# Extracted material:
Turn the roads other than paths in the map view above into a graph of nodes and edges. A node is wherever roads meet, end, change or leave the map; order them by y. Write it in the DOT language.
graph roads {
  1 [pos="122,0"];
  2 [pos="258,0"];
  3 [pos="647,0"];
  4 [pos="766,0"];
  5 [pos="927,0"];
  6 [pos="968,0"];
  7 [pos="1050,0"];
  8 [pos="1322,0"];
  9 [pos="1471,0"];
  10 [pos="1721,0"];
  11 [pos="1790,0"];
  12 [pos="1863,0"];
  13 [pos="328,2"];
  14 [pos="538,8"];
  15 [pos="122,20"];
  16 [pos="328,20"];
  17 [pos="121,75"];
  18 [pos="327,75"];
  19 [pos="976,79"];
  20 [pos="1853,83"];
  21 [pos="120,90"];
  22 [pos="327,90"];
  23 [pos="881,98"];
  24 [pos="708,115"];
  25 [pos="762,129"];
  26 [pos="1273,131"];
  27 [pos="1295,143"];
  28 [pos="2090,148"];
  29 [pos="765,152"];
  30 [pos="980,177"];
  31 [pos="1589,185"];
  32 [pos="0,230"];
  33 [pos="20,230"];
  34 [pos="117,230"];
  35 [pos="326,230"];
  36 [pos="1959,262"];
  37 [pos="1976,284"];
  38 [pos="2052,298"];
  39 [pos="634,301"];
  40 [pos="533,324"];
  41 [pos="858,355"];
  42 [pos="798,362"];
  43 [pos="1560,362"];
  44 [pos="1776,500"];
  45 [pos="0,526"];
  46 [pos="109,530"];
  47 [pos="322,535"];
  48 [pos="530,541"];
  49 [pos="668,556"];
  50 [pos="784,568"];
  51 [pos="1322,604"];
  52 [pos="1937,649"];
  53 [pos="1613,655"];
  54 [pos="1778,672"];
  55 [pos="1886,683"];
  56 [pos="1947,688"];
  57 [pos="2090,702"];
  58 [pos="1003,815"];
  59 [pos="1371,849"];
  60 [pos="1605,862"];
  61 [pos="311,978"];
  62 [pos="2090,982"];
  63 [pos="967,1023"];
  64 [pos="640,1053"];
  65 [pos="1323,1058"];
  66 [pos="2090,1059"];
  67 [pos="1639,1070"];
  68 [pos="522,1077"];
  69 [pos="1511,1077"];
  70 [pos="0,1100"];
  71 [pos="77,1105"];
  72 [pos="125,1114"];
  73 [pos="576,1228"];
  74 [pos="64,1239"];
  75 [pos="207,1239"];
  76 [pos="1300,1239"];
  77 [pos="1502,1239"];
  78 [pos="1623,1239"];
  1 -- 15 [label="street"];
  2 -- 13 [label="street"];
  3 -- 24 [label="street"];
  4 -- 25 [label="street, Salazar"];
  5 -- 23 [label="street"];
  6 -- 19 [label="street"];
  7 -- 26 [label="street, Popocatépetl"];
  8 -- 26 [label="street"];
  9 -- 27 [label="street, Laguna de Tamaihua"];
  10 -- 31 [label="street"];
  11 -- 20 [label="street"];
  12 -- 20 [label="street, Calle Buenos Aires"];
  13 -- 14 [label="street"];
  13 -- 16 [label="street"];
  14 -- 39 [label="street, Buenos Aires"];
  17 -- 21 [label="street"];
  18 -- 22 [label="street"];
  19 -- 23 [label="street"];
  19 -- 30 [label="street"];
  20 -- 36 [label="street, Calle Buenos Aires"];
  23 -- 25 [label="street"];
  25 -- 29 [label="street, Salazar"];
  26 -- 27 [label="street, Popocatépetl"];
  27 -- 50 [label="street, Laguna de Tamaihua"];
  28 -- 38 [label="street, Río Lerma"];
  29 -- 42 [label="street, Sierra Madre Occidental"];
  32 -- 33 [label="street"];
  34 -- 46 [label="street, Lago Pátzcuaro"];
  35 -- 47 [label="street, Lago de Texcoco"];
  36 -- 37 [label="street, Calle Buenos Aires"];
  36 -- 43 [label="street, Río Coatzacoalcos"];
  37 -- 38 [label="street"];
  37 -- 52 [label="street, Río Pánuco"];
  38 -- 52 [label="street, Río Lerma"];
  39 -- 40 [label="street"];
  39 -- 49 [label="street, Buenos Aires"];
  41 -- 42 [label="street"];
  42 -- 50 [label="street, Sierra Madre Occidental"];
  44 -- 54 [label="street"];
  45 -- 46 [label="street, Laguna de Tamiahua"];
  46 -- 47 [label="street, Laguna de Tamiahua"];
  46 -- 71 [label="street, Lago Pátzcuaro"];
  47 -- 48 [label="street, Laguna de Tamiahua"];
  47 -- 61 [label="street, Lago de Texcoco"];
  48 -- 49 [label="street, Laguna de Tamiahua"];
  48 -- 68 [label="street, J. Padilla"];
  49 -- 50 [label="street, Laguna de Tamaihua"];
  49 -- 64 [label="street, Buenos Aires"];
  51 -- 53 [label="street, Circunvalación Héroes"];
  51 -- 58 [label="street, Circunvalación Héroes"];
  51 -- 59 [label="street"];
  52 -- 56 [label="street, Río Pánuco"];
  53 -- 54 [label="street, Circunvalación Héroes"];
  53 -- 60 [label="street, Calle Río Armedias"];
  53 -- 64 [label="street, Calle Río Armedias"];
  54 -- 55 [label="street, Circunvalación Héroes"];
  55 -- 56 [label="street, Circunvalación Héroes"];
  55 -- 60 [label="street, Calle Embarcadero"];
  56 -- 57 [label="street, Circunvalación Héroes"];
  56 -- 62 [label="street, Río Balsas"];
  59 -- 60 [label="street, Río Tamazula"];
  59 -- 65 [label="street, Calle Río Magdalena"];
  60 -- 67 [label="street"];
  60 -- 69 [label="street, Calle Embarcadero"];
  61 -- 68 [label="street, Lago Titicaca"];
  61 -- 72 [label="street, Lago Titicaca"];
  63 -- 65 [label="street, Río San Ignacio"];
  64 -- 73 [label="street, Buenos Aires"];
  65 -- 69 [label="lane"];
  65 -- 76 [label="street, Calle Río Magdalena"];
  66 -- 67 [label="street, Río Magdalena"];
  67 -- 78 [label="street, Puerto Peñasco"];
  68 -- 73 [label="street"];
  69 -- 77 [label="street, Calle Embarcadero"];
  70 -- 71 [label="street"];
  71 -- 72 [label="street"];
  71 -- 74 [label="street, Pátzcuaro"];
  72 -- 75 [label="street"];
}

# Exercise details:
Search the material above for "Calle". Copy each line that has it.

# Expected answer:
  12 -- 20 [label="street, Calle Buenos Aires"];
  20 -- 36 [label="street, Calle Buenos Aires"];
  36 -- 37 [label="street, Calle Buenos Aires"];
  53 -- 60 [label="street, Calle Río Armedias"];
  53 -- 64 [label="street, Calle Río Armedias"];
  55 -- 60 [label="street, Calle Embarcadero"];
  59 -- 65 [label="street, Calle Río Magdalena"];
  60 -- 69 [label="street, Calle Embarcadero"];
  65 -- 76 [label="street, Calle Río Magdalena"];
  69 -- 77 [label="street, Calle Embarcadero"];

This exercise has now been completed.